Dabei haben die rechtsextremen Kandidaten mit landesweit 25,2% das Ergebnis der Europawahlen vom Mai 2014 noch einmal leicht verbessert, insgesamt 5,1 Millionen Wählerstimmen auf sich vereint – 400´000 mehr als bei den Europawahlen im Mai 2014 - und dies, obwohl in den beiden Grosstädten Paris und Lyon diesmal nicht gewählt wurde. Und dies sogar bei Departementswahlen, bei denen die Nationale Front in der Vergangenheit so gut wie nie eine Rolle gespielt hatte, jetzt aber fast überall mit völlig unbekannten und unerfahrenen Kandidaten angetreten war und trotzdem ein Viertel der Stimmen auf sich vereinen konnte. Eine Niederlage sieht anders aus.
Verlust der Hochburgen
Zu einer Niederlage passt auch nicht, dass der Front National in 43 von 98 Departements nach dem ersten Durchgang an erster Stelle liegt, in der Mehrheit davon über 30% erzielt hat. Die Grossregion Paris ist plötzlich im Norden und Osten bis fast zur Landesgrenze und im Südosten fast nur noch von Departements umringt, in denen die Nationale Front stärkste politische Kraft geworden ist. Und das auch in Jahrzehnte alten Hochburgen der Linken, wie etwa im Departement Nord, mit der weltoffenen Metropole Lille, wo Mitterrands Premierminister Mauroy seine Hausmacht hatte und diese vor 10 Jahren an die PS-Spitzenpolitikerin, Martine Aubry weitergereicht hatte. Oder aber im Departement Nièvre, das seit der Nachkriegszeit von den Sozialisten dominiert wurde, Jahzehnte über die politische Wahlheimat von François Mitterrand war und später von seinem Premierminister Bereguevoy. Und das soll kein Erfolg sein für die Nationale Front?
Zumal auch noch die Strategie von Parteichefin Marine Le Pen, den Front National in Frankreich lokal und möglichst flächendeckend zu verankern, bei dieser Wahl perfekt aufgegangen ist. Die Partei hat in Landstrichen, wo sie bisher bestenfalls einstellige Ergebnisse verbuchen konnte, reihenweise plötzlich 20% und mehr Stimmen bekommen. Die Partei wird in Zunkunft in rund der Hälfte der Departementsräte Frankreichs Abgeordnete haben – bisher hatte sie landesweit nur einen einzigen!
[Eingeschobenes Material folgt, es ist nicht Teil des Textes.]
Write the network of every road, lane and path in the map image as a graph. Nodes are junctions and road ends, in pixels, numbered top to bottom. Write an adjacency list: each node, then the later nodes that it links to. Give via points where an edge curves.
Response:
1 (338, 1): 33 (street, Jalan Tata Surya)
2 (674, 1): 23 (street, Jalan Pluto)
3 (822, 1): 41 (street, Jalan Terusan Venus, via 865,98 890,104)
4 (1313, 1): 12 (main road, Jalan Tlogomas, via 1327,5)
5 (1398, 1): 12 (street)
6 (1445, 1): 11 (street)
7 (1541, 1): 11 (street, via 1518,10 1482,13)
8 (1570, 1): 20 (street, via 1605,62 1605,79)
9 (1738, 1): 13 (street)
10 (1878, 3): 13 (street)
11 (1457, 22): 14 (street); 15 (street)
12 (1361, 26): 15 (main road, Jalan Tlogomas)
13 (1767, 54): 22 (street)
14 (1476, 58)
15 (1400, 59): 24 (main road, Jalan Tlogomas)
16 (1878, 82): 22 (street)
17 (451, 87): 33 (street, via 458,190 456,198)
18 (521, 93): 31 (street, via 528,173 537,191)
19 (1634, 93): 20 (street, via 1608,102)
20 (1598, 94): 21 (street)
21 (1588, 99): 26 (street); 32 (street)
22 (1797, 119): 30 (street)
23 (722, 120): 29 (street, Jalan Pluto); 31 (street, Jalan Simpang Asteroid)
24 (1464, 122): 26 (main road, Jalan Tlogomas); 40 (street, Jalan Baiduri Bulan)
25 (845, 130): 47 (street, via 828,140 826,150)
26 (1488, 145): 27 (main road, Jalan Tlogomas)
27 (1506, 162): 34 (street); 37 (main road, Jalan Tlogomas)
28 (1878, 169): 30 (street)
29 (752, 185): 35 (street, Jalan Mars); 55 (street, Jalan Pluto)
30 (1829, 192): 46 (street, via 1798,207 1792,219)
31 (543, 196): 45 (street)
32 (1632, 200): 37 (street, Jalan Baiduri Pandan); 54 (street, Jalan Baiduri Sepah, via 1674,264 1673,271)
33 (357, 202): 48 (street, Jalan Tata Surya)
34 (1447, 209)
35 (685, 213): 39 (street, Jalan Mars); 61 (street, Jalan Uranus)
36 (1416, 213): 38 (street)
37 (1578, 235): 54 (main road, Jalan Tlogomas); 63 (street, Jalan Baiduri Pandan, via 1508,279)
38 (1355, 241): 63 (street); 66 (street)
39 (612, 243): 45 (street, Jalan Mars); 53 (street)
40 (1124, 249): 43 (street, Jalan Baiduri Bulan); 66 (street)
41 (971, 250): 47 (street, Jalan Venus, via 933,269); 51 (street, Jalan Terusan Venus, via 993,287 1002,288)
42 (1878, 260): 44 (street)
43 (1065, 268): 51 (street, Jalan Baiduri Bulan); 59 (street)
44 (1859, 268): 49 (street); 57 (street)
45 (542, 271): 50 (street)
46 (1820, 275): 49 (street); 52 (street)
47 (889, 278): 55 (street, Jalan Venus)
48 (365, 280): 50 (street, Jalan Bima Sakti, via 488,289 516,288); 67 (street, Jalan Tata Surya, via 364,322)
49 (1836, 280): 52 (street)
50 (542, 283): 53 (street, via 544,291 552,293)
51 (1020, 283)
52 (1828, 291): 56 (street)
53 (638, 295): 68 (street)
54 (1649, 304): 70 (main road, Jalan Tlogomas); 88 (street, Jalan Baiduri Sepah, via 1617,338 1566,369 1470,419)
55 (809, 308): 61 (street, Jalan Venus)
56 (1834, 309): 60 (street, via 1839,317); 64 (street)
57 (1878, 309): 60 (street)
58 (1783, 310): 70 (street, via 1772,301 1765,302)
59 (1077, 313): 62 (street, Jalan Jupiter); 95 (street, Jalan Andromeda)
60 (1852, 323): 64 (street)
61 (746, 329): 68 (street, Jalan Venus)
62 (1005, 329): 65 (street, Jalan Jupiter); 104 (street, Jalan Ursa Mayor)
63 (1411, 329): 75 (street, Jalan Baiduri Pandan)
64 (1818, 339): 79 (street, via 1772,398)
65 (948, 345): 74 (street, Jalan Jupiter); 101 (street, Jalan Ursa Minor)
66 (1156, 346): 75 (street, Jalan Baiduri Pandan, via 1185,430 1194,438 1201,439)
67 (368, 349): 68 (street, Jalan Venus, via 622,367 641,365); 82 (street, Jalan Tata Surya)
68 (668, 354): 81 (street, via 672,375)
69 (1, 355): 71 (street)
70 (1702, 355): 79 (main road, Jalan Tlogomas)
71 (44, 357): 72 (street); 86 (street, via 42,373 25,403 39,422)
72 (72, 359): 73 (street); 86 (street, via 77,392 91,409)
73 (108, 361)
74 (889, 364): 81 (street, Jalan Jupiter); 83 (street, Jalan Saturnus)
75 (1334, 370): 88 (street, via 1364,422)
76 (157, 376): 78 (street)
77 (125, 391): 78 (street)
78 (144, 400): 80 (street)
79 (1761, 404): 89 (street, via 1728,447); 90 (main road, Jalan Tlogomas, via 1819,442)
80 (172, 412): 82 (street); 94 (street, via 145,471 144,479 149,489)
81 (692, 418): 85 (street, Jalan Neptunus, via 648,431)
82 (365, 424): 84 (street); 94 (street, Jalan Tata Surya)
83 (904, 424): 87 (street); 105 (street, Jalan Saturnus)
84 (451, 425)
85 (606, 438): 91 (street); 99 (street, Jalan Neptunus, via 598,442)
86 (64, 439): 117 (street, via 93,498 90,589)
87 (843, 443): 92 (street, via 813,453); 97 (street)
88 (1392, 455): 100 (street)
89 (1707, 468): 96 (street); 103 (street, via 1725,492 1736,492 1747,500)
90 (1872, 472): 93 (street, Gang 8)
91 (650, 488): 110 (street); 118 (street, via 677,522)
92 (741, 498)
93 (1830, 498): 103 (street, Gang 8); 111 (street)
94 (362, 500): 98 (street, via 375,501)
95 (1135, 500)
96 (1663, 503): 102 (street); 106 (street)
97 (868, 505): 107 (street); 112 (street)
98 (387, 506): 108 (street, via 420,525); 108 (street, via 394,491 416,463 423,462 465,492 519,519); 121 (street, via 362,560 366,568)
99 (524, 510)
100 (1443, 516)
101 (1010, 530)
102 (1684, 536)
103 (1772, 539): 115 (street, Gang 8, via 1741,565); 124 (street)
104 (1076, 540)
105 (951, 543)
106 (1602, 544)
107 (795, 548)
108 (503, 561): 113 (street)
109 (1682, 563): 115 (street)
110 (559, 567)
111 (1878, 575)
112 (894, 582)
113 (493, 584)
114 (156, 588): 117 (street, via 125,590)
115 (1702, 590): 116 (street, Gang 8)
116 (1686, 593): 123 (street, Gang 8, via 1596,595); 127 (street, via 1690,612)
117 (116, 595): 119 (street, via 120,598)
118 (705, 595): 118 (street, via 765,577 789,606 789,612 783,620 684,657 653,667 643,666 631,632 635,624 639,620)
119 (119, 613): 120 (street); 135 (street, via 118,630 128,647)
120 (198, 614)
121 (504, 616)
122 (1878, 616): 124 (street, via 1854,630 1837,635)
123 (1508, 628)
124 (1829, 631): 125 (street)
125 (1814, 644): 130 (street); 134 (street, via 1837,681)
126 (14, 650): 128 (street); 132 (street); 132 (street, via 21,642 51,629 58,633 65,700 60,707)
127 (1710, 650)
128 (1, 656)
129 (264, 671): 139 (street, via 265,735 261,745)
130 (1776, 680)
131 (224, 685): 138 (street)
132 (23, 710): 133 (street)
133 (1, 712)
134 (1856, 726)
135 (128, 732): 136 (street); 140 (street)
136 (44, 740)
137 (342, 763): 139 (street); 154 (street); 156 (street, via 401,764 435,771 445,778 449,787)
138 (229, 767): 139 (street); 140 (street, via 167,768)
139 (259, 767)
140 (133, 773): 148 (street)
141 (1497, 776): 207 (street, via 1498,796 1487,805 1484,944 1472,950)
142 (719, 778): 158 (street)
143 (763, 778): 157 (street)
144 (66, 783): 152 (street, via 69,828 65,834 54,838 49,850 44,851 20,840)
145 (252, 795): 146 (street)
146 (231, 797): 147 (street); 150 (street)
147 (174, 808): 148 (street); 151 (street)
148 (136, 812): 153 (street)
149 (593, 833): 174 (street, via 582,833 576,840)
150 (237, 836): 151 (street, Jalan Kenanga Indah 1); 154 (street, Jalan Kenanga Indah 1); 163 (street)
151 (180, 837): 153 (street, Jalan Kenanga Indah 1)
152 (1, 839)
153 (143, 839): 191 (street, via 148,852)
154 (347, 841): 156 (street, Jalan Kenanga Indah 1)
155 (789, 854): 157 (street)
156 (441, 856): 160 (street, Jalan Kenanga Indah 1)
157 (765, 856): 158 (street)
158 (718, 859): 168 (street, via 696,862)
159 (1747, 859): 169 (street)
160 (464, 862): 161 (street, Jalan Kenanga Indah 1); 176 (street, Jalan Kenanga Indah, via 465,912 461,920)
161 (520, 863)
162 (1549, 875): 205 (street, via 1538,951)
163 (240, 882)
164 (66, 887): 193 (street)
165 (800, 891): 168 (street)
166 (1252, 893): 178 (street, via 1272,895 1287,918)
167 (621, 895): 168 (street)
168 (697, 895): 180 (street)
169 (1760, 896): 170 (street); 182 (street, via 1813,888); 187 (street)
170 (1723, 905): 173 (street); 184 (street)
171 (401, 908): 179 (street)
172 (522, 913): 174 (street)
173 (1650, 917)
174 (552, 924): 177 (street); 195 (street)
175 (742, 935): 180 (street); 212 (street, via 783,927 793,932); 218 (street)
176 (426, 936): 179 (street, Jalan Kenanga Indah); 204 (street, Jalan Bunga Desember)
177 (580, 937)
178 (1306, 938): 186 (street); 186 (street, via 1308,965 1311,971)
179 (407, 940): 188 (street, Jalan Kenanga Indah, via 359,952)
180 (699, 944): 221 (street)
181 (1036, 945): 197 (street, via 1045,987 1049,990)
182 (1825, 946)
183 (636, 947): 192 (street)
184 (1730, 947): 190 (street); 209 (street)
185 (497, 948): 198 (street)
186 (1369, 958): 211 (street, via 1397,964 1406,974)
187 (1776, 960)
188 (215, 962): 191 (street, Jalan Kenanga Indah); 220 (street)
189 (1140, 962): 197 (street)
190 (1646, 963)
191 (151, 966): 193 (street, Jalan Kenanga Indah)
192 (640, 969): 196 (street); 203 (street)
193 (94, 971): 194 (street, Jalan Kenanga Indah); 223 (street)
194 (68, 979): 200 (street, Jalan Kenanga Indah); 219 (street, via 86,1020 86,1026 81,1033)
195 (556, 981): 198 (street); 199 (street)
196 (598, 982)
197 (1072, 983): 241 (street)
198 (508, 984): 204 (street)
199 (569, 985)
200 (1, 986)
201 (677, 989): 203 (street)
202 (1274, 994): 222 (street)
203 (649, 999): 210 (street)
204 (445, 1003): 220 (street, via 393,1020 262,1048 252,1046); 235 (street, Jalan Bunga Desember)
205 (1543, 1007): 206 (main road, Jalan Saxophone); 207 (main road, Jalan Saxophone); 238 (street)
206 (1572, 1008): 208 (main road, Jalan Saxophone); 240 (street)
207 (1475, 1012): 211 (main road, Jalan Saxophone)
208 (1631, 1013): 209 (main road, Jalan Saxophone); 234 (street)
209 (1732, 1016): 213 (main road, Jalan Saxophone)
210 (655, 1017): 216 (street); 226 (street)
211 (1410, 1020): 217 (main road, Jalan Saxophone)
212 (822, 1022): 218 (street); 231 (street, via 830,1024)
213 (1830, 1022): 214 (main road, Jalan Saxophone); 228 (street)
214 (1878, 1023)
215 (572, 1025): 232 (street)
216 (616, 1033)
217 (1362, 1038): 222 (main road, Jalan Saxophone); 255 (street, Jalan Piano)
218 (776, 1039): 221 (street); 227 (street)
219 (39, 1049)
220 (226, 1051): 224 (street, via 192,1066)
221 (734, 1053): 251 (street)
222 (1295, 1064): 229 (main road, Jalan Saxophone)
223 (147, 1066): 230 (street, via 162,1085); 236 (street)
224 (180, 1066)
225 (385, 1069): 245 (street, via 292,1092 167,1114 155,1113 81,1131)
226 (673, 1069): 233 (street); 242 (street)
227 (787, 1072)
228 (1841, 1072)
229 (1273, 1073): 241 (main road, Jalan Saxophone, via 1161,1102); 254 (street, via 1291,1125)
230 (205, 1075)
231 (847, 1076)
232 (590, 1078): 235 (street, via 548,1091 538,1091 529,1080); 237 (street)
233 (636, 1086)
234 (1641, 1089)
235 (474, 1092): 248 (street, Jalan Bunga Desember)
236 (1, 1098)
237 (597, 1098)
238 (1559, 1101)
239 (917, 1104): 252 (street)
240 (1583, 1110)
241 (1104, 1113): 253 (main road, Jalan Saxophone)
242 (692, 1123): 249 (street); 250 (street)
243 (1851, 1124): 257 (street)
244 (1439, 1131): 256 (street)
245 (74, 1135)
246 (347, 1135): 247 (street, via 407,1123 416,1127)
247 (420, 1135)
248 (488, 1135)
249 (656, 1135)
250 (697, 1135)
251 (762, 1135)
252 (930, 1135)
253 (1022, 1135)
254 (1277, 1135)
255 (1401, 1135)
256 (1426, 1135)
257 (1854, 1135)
Diese Verankerung vor Ort ist in den Augen von Marine Le Pen eine unerlässliche Voraussetzung für den Weg an die Macht, und sie hat diese Voraussetzung geschaffen.
An ihrem Erfolg am letzten Sonntag gibt es leider nichts zu rütteln oder klein zu reden – auch wenn das Gros der französischen Kommentatoren das nicht wirklich wahrhaben wollte.